18.01.2016

De Maiziere spricht mit muslimischen Dachverbänden Die pluralistische Gesellschaft

Bundesinnenminister Thomas de Maiziere (CDU) hat mit den muslimischen Dachverbänden über eine stärkere gesellschaftliche Teilhabe gesprochen. Er verurteilte jegliche religiös motivierte Gewalt.

Bundesinnenminister Thomas de Maiziere (CDU) hat mit den muslimischen Dachverbänden über eine stärkere gesellschaftliche Teilhabe gesprochen. Das Ministerium teilte am Montag in Berlin mit, dass sich das Treffen in eine bereits bestehende intensive Zusammenarbeit mit den Verbänden einreihe. Beide Seiten seien sich einig, den Dialog fortzuführen. Den muslimischen Verbänden und Trägern zivilgesellschaftlicher Projekte komme für die Gestaltung des gesellschaftlichen Zusammenhalts eine wichtige Rolle zu.

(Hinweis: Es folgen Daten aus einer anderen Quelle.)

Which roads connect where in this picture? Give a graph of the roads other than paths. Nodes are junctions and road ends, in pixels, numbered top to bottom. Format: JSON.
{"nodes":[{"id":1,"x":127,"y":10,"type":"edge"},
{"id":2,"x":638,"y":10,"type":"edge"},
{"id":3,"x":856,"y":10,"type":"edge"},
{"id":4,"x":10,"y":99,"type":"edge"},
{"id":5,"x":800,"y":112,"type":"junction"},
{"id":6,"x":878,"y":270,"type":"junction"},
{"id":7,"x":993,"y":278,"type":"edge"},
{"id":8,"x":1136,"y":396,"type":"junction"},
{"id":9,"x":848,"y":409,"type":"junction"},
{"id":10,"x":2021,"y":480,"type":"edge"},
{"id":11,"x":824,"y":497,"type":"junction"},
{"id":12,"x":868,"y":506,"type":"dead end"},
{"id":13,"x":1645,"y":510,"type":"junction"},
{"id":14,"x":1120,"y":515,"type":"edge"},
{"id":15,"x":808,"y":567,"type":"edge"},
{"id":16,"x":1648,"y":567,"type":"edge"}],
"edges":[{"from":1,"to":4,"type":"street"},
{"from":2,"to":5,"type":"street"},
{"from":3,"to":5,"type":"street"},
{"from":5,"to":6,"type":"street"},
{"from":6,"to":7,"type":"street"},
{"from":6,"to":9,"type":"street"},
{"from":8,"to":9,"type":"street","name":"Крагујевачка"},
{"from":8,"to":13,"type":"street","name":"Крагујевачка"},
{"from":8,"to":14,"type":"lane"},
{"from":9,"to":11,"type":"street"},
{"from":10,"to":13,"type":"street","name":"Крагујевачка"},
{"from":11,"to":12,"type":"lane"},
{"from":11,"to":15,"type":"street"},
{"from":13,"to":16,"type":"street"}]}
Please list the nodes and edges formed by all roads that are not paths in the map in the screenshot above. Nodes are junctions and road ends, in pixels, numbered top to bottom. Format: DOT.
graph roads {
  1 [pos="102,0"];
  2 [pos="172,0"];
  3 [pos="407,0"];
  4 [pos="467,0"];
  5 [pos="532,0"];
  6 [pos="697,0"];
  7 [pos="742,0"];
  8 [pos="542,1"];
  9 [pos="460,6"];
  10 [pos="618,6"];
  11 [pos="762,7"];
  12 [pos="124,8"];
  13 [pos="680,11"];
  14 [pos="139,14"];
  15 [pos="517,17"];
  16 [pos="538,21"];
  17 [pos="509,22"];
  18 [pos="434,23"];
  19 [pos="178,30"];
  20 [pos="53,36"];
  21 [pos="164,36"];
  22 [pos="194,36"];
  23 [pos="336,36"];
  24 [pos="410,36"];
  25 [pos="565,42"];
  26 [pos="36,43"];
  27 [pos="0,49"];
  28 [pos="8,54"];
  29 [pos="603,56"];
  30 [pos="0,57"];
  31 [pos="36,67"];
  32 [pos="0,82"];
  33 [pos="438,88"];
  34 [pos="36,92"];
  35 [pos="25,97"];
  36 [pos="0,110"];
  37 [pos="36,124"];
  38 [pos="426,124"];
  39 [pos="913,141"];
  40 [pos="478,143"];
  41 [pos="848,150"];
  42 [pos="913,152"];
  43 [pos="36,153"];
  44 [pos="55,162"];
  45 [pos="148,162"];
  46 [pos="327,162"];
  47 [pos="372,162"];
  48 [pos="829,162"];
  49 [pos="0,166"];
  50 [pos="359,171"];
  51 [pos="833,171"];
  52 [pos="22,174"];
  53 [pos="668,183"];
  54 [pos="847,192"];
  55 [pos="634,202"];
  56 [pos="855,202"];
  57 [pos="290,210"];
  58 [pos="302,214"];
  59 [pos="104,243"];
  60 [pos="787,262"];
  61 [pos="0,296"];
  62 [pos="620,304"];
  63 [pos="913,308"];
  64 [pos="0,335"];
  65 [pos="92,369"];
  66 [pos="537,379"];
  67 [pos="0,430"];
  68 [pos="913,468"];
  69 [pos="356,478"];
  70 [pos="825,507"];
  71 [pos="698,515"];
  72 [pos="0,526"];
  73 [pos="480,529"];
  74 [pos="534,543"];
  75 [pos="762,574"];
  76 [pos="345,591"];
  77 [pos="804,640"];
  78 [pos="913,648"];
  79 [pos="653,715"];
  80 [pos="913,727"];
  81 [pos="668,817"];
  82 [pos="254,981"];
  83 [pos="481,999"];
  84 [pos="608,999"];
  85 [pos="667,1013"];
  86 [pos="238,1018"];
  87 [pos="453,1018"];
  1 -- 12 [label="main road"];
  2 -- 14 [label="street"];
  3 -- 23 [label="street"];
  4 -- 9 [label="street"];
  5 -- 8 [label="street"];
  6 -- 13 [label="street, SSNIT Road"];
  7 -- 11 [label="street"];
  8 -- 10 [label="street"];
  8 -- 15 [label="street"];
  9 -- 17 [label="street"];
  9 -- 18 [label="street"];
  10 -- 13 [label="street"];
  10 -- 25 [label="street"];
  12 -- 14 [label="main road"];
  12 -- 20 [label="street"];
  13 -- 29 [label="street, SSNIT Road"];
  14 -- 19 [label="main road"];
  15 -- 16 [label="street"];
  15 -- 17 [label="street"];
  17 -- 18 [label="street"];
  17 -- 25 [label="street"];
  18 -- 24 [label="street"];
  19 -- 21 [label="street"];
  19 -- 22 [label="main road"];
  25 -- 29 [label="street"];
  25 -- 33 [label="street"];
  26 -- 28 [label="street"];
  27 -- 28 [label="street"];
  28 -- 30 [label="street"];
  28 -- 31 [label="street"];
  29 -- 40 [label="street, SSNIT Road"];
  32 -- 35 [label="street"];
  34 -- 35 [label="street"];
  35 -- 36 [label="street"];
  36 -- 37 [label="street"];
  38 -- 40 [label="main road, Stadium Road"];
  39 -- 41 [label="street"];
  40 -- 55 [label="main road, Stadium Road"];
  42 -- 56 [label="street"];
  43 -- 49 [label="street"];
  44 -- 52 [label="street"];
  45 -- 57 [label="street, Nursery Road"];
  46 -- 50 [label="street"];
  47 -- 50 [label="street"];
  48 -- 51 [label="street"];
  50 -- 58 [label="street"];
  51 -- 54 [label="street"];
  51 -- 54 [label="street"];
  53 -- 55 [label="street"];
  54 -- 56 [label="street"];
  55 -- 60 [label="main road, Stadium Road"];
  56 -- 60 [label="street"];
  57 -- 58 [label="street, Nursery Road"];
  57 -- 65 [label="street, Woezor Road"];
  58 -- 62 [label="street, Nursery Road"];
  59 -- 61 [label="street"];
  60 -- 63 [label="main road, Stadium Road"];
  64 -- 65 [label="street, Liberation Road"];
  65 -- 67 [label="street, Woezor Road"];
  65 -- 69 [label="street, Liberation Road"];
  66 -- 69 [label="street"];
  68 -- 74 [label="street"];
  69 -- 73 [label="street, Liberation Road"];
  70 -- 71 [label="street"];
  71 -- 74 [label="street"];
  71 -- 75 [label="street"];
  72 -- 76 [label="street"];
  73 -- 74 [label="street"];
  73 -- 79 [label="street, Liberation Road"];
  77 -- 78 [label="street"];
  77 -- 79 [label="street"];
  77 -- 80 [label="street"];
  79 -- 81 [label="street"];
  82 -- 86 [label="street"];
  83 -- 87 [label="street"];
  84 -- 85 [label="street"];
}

Bei dem "partnerschaftlichen Dialog" sei es um gemeinsame Strategien im Umgang mit den aktuellen gesellschaftlichen Herausforderungen gegangen, hieß es weiter. "Vor dem Hintergrund der Auswirkungen der Konflikte in Syrien und im Irak, der aktuellen terroristischen Anschläge von Paris und Istanbul sowie der Übergriffe gegenüber Muslimen und ihren Einrichtungen sind die muslimischen Verbände in Deutschland wichtige Partner für den Erhalt unserer pluralistischen Gesellschaft". Terror und Extremismus richteten sich gegen jeden Mitbürger - unabhängig welchen Glaubens.

De Maiziere sagte: "Wir sind eine pluralistische und weltoffene Gesellschaft, in der Personen aller Religionen friedlich zusammen leben. Wir lassen nicht zu, dass Extremisten einen Keil in unsere Gesellschaft treiben, dass unsere Werte und Menschlichkeit angegriffen werden." Für Gewalt gegen Andersgläubige und Gewalt aus vermeintlich religiösen Motiven sei in Deutschland kein Platz.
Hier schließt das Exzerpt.